137. Fried Spicy Chicken Framework (làchǎo jījià 辣炒鸡架)
138. Chicken Racks with Soya Sauce (jiàng jījià 酱鸡架)

According to Michael, a reviewer who visited the restaurant commented that he asked about the Chicken Framework and got the reply "Just bones, no meat".  Michael says he's sure that he saw someone order one of these, and they brought a plate of chicken bones over to him.

Neither from the Chinese term itself nor from the English translations (both on the menu and online) is it very self-evident just what is at issue here.  Why would anyone want to order a plateful of chicken bones?

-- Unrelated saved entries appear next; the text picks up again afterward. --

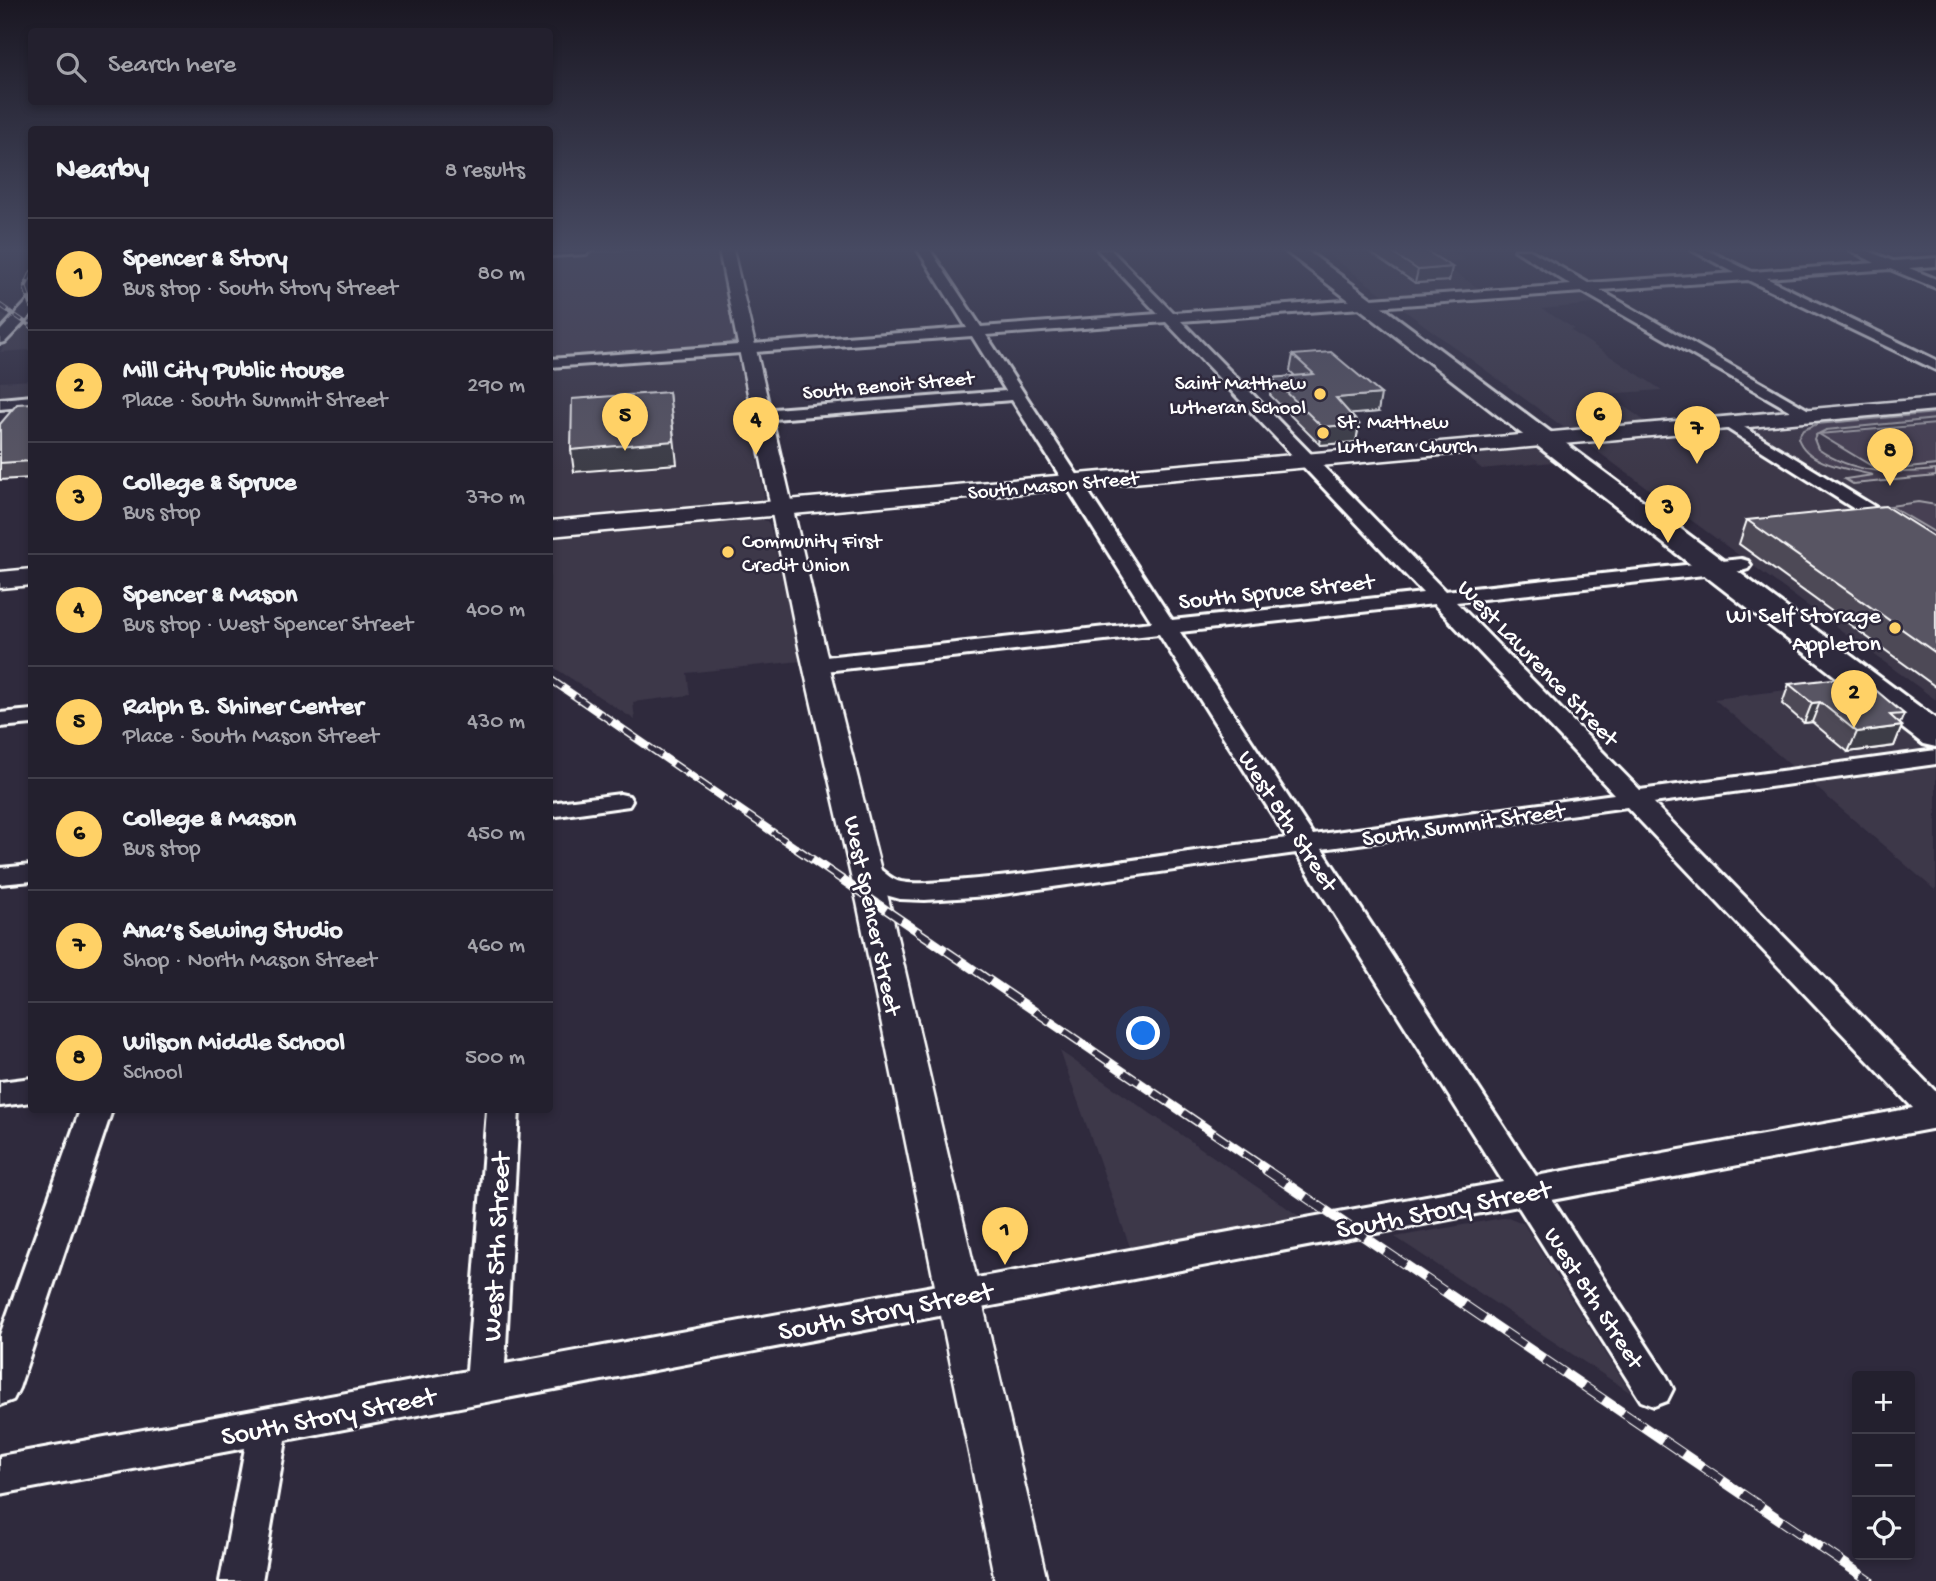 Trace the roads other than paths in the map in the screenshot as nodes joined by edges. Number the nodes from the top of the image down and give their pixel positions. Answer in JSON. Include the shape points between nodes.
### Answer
{"nodes":[{"id":1,"x":14,"y":324,"type":"edge"},
{"id":2,"x":741,"y":324,"type":"edge"},
{"id":3,"x":973,"y":324,"type":"edge"},
{"id":4,"x":1091,"y":324,"type":"edge"},
{"id":5,"x":1176,"y":324,"type":"edge"},
{"id":6,"x":1403,"y":324,"type":"edge"},
{"id":7,"x":1648,"y":324,"type":"edge"},
{"id":8,"x":1849,"y":324,"type":"edge"},
{"id":9,"x":978,"y":332,"type":"junction"},
{"id":10,"x":0,"y":339,"type":"edge"},
{"id":11,"x":746,"y":348,"type":"junction"},
{"id":12,"x":553,"y":363,"type":"edge"},
{"id":13,"x":1936,"y":366,"type":"edge"},
{"id":14,"x":1018,"y":395,"type":"junction"},
{"id":15,"x":28,"y":401,"type":"edge"},
{"id":16,"x":0,"y":404,"type":"edge"},
{"id":17,"x":1936,"y":404,"type":"edge"},
{"id":18,"x":761,"y":415,"type":"junction"},
{"id":19,"x":1808,"y":416,"type":"junction"},
{"id":20,"x":1729,"y":423,"type":"junction"},
{"id":21,"x":1555,"y":438,"type":"junction"},
{"id":22,"x":1308,"y":460,"type":"junction"},
{"id":23,"x":1073,"y":481,"type":"junction"},
{"id":24,"x":781,"y":509,"type":"junction"},
{"id":25,"x":553,"y":529,"type":"edge"},
{"id":26,"x":1936,"y":552,"type":"edge"},
{"id":27,"x":1741,"y":565,"type":"junction"},
{"id":28,"x":1713,"y":568,"type":"junction"},
{"id":29,"x":28,"y":577,"type":"edge"},
{"id":30,"x":0,"y":580,"type":"edge"},
{"id":31,"x":1441,"y":599,"type":"junction"},
{"id":32,"x":1166,"y":628,"type":"junction"},
{"id":33,"x":816,"y":665,"type":"junction"},
{"id":34,"x":1936,"y":709,"type":"edge"},
{"id":35,"x":28,"y":717,"type":"edge"},
{"id":36,"x":0,"y":720,"type":"edge"},
{"id":37,"x":1936,"y":736,"type":"edge"},
{"id":38,"x":1936,"y":757,"type":"edge"},
{"id":39,"x":1635,"y":799,"type":"junction"},
{"id":40,"x":620,"y":801,"type":"dead end"},
{"id":41,"x":553,"y":810,"type":"edge"},
{"id":42,"x":1304,"y":844,"type":"junction"},
{"id":43,"x":864,"y":869,"type":"junction"},
{"id":44,"x":28,"y":873,"type":"edge"},
{"id":45,"x":0,"y":876,"type":"edge"},
{"id":46,"x":989,"y":887,"type":"junction"},
{"id":47,"x":873,"y":902,"type":"junction"},
{"id":48,"x":28,"y":1090,"type":"edge"},
{"id":49,"x":0,"y":1094,"type":"edge"},
{"id":50,"x":95,"y":1113,"type":"edge"},
{"id":51,"x":503,"y":1113,"type":"edge"},
{"id":52,"x":1936,"y":1114,"type":"edge"},
{"id":53,"x":1528,"y":1191,"type":"junction"},
{"id":54,"x":956,"y":1295,"type":"junction"},
{"id":55,"x":485,"y":1384,"type":"junction"},
{"id":56,"x":0,"y":1388,"type":"edge"},
{"id":57,"x":1654,"y":1389,"type":"dead end"},
{"id":58,"x":269,"y":1424,"type":"junction"},
{"id":59,"x":0,"y":1475,"type":"edge"},
{"id":60,"x":241,"y":1581,"type":"edge"},
{"id":61,"x":1021,"y":1581,"type":"edge"}],
"edges":[{"from":1,"to":10,"type":"street"},
{"from":2,"to":11,"type":"street","name":"West Spencer Street"},
{"from":3,"to":9,"type":"street","name":"West 8th Street"},
{"from":4,"to":9,"type":"street"},
{"from":5,"to":22,"type":"street","name":"West Lawrence Street"},
{"from":6,"to":21,"type":"main road"},
{"from":7,"to":19,"type":"street"},
{"from":8,"to":13,"type":"street"},
{"from":9,"to":11,"type":"street"},
{"from":9,"to":14,"type":"street","name":"West 8th Street"},
{"from":11,"to":12,"type":"street"},
{"from":11,"to":18,"type":"street","name":"West Spencer Street"},
{"from":14,"to":18,"type":"street","name":"South Benoit Street"},
{"from":14,"to":23,"type":"street","name":"West 8th Street"},
{"from":15,"to":16,"type":"street"},
{"from":17,"to":19,"type":"main road","name":"South Mason Street"},
{"from":18,"to":24,"type":"street","name":"West Spencer Street"},
{"from":19,"to":20,"type":"main road","name":"South Mason Street"},
{"from":20,"to":21,"type":"main road","name":"South Mason Street"},
{"from":20,"to":26,"type":"street"},
{"from":21,"to":22,"type":"main road","name":"South Mason Street"},
{"from":21,"to":27,"type":"main road"},
{"from":21,"to":28,"type":"main road"},
{"from":22,"to":23,"type":"main road","name":"South Mason Street"},
{"from":22,"to":31,"type":"street","name":"West Lawrence Street"},
{"from":23,"to":24,"type":"main road","name":"South Mason Street"},
{"from":23,"to":32,"type":"street","name":"West 8th Street"},
{"from":24,"to":25,"type":"main road","name":"South Mason Street"},
{"from":24,"to":33,"type":"street","name":"West Spencer Street"},
{"from":27,"to":28,"type":"street","name":"South Spruce Street"},
{"from":27,"to":34,"type":"main road"},
{"from":28,"to":31,"type":"street","name":"South Spruce Street"},
{"from":28,"to":37,"type":"main road"},
{"from":29,"to":30,"type":"main road"},
{"from":31,"to":32,"type":"street","name":"South Spruce Street"},
{"from":31,"to":39,"type":"street","name":"West Lawrence Street"},
{"from":32,"to":33,"type":"street","name":"South Spruce Street"},
{"from":32,"to":42,"type":"street","name":"West 8th Street"},
{"from":33,"to":43,"type":"street","name":"West Spencer Street"},
{"from":35,"to":36,"type":"street"},
{"from":38,"to":39,"type":"street","name":"South Summit Street"},
{"from":39,"to":42,"type":"street","name":"South Summit Street"},
{"from":39,"to":52,"type":"street","name":"West Lawrence Street"},
{"from":40,"to":41,"type":"street"},
{"from":42,"to":46,"type":"street","name":"South Summit Street"},
{"from":42,"to":53,"type":"street","name":"West 8th Street"},
{"from":43,"to":46,"type":"street","name":"South Summit Street","via":[[901,891]]},
{"from":43,"to":47,"type":"street","name":"West Spencer Street"},
{"from":44,"to":45,"type":"street"},
{"from":46,"to":47,"type":"street","name":"South Summit Street","via":[[971,896],[918,904]]},
{"from":47,"to":54,"type":"street","name":"West Spencer Street"},
{"from":48,"to":49,"type":"street"},
{"from":50,"to":56,"type":"street"},
{"from":51,"to":55,"type":"street","name":"West 5th Street"},
{"from":52,"to":53,"type":"street","name":"South Story Street"},
{"from":53,"to":54,"type":"street","name":"South Story Street"},
{"from":53,"to":57,"type":"street","name":"West 8th Street"},
{"from":54,"to":55,"type":"street","name":"South Story Street"},
{"from":54,"to":61,"type":"street","name":"West Spencer Street"},
{"from":55,"to":58,"type":"street","name":"South Story Street"},
{"from":58,"to":59,"type":"street","name":"South Story Street"},
{"from":58,"to":60,"type":"street"}]}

It's only the last two characters that are causing a problem in menu items 137 and 138; they are jījià 鸡架, where jī 鸡 means "chicken" and jià 架 is short for gǔjià 骨架 ("skeleton") or jiàzi 架子 ("frame[work]; shelf; carcass; stand; rack").

So, when it comes to Chinese cuisine, what, after all, does jījià 鸡架 signify?  Michael says that the Ten Mile Aroma restaurant specializes in northeastern Chinese cuisine, but that's not much help when it comes to figuring out what a jījià 鸡架 is in Chinese cooking.  I asked some of my Chinese friends and students from the northeast what jījià 鸡架 meant to them, and they didn't give me a definitive answer.  I then inquired of Angela (Tan  Yan) Chang, a master chef, what she does with a jījià 鸡架, and she says the only use she knows is to boil it for soup stock.  I've actually seen her do that, and have eaten various delicious dishes that she has made with the broth from a jījià 鸡架.

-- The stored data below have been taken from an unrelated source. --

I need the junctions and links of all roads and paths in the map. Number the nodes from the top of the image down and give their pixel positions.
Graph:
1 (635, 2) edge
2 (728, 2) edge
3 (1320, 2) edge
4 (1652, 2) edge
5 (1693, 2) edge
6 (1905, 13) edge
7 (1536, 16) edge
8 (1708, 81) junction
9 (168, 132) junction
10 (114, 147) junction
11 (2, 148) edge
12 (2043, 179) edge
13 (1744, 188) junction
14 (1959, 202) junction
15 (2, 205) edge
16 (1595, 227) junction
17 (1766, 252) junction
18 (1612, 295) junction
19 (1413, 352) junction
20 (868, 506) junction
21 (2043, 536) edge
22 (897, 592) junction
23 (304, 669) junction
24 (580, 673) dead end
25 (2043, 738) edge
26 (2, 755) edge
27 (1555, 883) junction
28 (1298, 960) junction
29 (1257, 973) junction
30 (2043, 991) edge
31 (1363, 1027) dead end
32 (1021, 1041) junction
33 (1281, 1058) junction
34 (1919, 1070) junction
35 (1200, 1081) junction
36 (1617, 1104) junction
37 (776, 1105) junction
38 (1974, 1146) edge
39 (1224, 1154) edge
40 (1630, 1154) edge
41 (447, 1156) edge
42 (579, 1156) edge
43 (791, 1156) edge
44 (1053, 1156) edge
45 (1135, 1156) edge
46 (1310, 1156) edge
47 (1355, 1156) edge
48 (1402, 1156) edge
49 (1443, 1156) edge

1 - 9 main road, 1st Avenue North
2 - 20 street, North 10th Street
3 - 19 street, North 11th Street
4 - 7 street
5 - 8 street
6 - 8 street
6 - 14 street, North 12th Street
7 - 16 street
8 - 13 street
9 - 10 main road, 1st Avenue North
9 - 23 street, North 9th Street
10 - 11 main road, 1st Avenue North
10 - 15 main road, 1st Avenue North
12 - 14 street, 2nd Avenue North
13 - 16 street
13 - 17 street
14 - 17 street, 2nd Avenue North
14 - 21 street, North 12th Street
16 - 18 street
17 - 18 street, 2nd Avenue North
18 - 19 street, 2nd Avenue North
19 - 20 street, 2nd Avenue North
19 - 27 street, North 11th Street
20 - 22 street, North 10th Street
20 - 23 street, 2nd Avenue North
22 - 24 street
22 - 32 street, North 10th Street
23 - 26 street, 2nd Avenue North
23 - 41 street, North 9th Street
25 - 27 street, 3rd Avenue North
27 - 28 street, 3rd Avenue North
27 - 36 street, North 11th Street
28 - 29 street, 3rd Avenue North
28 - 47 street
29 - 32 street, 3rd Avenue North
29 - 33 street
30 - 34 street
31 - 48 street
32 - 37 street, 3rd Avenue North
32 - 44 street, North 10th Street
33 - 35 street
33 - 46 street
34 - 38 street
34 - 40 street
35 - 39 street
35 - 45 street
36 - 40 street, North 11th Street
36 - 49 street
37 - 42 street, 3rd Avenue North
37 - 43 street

If you search online for Chinese dishes made with jījià 鸡架 or jījiàzi 鸡架子 (the extended form of the term; -zi 子 is a noun suffix), you get an amazing assortment of concoctions where it is used with winter melon, cabbage, noodles, bean crud / curd, and all sorts of other ingredients, made savory by cooking in various ways with a variety of spices, herbs, condiments, and so on.

For Ben Zimmer, there's even a gōngfu jījià 功夫鸡架 ("kung fu chicken whatever"); see this Language Log post for the origins and diverse meanings of the term gōngfu 功夫, AKA "kung fu" in English.

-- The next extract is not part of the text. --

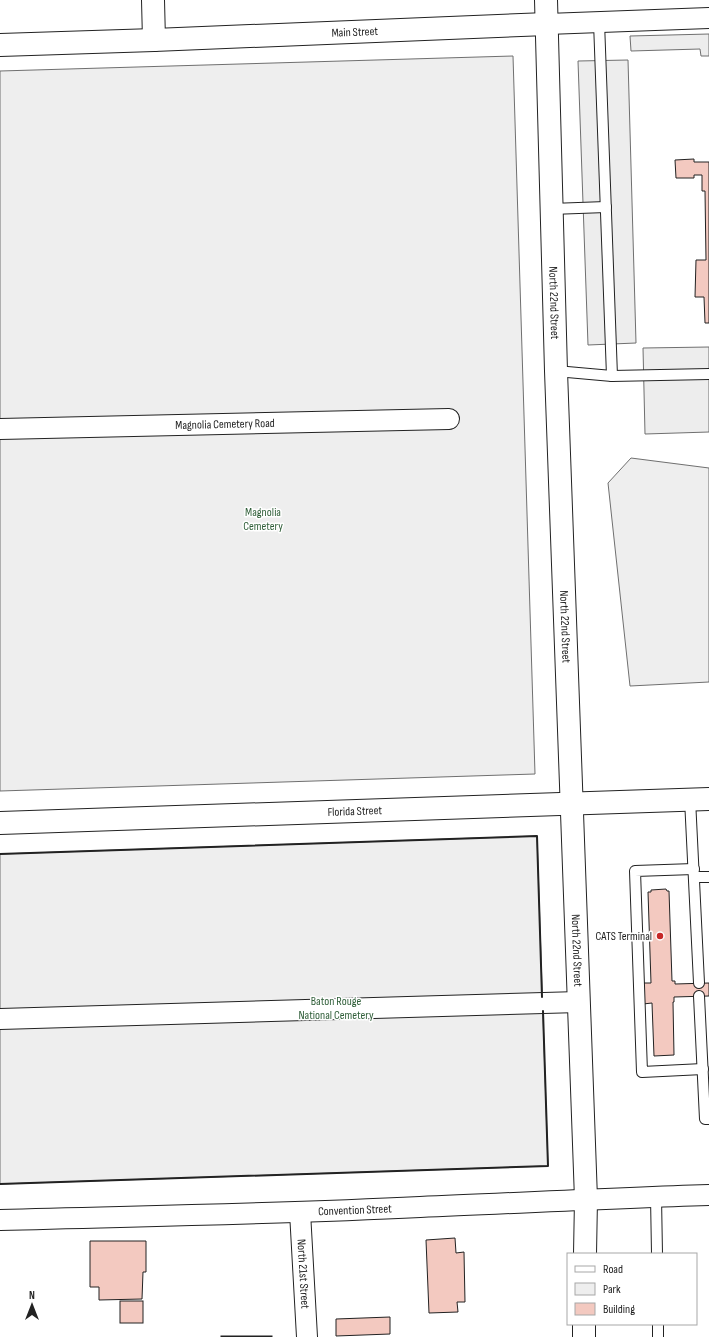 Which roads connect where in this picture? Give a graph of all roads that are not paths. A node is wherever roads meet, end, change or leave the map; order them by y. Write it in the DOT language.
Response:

When all is said and done, however, what is a jījià(zi) 鸡架(子)?  Put simply, it is the main body of the chicken without the head, neck, wings, and drumsticks.  That sounds very much like a carcass, which may be defined as the dead body of an animal, especially one that has been slaughtered for food, with the head, limbs, and entrails removed.  But I don't think any English speaking person would feel good about being served a carcass for lunch or dinner, so that's not a viable option as a menu translation for jījià(zi) 鸡架(子).

No matter what, a jījià(zi) 鸡架(子) still has plenty of meat on it, so if anybody serves you a dish with jījià(zi) 鸡架(子) as its main ingredient and all they give you is a pile of chicken bones, you can tell them to take it back.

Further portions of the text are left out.